** Raw data follows **

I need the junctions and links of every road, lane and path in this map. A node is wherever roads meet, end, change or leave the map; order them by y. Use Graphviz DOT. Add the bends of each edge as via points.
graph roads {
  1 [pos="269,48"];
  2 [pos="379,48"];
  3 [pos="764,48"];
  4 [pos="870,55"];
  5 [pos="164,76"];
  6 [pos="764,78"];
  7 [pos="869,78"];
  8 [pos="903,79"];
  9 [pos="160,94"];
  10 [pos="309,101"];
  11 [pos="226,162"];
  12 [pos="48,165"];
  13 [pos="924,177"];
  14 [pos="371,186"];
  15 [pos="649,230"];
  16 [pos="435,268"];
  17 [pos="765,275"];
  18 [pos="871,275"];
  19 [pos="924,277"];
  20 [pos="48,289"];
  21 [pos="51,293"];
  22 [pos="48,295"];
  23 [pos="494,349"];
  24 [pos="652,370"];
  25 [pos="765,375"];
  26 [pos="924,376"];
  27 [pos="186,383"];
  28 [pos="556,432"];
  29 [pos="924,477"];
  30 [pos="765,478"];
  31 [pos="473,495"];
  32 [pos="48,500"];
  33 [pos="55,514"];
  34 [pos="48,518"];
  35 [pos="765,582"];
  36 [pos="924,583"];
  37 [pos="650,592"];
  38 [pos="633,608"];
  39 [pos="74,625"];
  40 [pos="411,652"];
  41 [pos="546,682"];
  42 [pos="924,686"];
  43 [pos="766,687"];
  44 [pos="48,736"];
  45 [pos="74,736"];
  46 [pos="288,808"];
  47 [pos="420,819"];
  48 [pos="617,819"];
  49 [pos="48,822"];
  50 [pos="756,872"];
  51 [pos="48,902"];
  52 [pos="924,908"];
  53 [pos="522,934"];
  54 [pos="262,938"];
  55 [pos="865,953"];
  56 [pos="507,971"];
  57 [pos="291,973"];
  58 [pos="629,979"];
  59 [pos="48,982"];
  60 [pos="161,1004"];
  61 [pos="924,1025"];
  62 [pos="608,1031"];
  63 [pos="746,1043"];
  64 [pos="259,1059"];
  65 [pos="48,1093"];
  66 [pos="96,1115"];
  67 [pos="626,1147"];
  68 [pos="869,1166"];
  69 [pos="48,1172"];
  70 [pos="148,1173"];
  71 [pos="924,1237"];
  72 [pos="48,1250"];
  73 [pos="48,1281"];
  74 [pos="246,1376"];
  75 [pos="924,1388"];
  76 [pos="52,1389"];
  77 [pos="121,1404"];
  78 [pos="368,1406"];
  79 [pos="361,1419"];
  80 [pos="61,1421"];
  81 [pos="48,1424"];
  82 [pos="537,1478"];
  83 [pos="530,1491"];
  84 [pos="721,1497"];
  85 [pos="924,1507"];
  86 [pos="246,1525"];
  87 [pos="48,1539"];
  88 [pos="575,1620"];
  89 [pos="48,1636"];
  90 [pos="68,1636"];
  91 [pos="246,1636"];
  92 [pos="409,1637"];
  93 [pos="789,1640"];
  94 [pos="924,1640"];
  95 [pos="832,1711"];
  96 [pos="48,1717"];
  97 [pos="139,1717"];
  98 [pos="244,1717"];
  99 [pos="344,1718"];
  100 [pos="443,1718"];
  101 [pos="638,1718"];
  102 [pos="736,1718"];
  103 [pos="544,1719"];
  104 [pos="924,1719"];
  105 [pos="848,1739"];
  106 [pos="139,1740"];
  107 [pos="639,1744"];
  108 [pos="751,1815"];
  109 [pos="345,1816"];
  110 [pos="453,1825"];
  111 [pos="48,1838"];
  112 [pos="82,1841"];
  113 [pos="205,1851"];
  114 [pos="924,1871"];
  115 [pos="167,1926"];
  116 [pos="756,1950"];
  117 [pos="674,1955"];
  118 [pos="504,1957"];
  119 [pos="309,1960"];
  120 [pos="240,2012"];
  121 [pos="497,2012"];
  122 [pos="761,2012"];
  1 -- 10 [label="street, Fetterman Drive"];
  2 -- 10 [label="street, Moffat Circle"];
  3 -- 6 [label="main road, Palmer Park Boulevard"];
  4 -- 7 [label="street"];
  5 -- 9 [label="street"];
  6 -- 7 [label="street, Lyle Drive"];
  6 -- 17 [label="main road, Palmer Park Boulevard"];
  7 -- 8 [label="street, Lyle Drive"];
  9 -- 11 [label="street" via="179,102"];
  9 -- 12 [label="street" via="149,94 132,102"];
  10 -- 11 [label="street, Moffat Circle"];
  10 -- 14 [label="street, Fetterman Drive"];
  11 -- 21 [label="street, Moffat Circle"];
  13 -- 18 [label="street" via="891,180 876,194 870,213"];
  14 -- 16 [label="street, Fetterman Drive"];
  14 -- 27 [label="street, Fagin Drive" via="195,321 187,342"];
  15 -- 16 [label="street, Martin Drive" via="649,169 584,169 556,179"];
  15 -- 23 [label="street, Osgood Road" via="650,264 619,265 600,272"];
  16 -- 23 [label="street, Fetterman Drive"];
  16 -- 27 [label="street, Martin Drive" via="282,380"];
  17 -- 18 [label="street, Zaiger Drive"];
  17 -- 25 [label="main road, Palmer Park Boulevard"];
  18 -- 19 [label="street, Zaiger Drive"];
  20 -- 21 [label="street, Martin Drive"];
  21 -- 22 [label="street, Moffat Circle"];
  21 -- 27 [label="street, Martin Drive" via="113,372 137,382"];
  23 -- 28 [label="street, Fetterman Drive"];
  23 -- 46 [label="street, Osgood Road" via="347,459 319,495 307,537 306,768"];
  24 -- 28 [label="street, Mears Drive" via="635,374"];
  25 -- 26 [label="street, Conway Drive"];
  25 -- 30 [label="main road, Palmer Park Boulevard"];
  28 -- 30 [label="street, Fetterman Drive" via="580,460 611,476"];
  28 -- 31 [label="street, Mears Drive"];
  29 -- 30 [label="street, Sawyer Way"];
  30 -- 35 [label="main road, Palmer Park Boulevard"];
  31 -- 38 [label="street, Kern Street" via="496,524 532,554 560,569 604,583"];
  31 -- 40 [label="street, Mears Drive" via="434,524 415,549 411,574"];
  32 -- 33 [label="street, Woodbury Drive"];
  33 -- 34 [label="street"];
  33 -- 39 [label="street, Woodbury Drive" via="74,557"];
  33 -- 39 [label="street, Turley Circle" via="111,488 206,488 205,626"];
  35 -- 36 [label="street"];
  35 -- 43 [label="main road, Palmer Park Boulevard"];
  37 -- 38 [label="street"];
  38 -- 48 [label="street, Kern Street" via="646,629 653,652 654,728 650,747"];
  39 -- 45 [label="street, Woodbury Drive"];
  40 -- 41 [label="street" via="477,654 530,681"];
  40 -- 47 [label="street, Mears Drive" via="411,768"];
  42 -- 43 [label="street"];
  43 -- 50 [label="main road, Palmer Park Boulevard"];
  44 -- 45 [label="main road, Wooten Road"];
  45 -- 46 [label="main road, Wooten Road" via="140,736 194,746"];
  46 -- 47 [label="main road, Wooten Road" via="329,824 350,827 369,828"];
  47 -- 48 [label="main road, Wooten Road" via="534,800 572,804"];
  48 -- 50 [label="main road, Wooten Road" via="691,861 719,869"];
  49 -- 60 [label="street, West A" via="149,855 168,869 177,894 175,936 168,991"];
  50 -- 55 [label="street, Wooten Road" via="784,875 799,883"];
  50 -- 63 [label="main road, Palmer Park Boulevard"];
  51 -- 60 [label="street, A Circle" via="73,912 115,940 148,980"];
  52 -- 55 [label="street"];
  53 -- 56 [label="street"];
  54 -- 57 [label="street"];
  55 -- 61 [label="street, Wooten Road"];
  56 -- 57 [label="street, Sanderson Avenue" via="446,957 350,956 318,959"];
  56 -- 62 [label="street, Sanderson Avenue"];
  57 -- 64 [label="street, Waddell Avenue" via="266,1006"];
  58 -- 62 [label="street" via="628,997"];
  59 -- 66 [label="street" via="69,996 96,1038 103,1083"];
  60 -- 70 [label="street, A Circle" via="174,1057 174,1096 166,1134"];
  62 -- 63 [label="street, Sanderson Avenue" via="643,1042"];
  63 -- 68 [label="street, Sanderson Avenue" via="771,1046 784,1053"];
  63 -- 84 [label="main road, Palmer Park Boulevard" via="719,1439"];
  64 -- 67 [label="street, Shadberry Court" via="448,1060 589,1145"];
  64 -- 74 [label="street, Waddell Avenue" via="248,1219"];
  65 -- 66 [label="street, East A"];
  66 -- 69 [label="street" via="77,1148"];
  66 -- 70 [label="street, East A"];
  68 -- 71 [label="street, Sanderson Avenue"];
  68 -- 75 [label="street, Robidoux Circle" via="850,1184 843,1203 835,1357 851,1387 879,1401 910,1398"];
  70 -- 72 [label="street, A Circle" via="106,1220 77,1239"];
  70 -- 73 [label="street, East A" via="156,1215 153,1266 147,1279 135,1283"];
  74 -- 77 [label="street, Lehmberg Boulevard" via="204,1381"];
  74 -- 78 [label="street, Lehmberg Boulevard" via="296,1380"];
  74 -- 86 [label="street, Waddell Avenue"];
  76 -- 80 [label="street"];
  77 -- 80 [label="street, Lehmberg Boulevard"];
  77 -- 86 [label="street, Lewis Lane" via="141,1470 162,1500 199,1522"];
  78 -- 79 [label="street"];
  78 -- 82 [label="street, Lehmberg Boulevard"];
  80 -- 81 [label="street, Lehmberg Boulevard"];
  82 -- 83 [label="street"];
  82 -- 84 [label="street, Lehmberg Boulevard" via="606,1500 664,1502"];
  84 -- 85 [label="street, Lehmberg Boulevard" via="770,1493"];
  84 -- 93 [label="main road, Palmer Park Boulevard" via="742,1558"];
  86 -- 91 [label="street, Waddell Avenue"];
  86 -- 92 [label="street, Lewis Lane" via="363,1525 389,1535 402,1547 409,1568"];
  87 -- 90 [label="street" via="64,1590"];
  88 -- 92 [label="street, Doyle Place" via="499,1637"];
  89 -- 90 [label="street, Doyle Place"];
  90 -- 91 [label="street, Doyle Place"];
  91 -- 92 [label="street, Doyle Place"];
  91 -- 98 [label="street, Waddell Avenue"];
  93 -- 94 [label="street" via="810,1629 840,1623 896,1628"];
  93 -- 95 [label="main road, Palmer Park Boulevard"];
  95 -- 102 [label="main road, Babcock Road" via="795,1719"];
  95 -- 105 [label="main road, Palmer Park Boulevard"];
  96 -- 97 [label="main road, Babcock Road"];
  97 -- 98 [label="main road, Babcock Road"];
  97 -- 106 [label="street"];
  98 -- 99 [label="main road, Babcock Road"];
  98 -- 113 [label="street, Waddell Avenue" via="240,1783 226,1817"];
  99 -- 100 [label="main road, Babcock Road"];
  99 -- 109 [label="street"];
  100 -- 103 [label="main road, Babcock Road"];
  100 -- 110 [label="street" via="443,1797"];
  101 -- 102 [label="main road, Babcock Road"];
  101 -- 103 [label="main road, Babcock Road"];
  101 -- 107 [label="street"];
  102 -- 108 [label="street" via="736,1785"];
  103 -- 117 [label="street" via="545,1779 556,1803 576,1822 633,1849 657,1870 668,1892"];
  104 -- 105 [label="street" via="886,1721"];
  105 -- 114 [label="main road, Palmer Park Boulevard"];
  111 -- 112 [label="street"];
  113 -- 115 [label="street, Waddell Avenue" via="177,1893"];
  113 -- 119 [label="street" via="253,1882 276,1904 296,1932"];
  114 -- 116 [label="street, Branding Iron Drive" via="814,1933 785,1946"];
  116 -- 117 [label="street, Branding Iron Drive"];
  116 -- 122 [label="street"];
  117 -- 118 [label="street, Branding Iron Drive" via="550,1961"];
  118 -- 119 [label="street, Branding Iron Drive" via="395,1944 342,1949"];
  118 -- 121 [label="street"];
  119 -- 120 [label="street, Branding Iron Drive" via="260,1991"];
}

** End of Raw data **

> Task to carry out: Determine how many lines in the data above include the word "Sanderson", and state that number only.

> Response: 5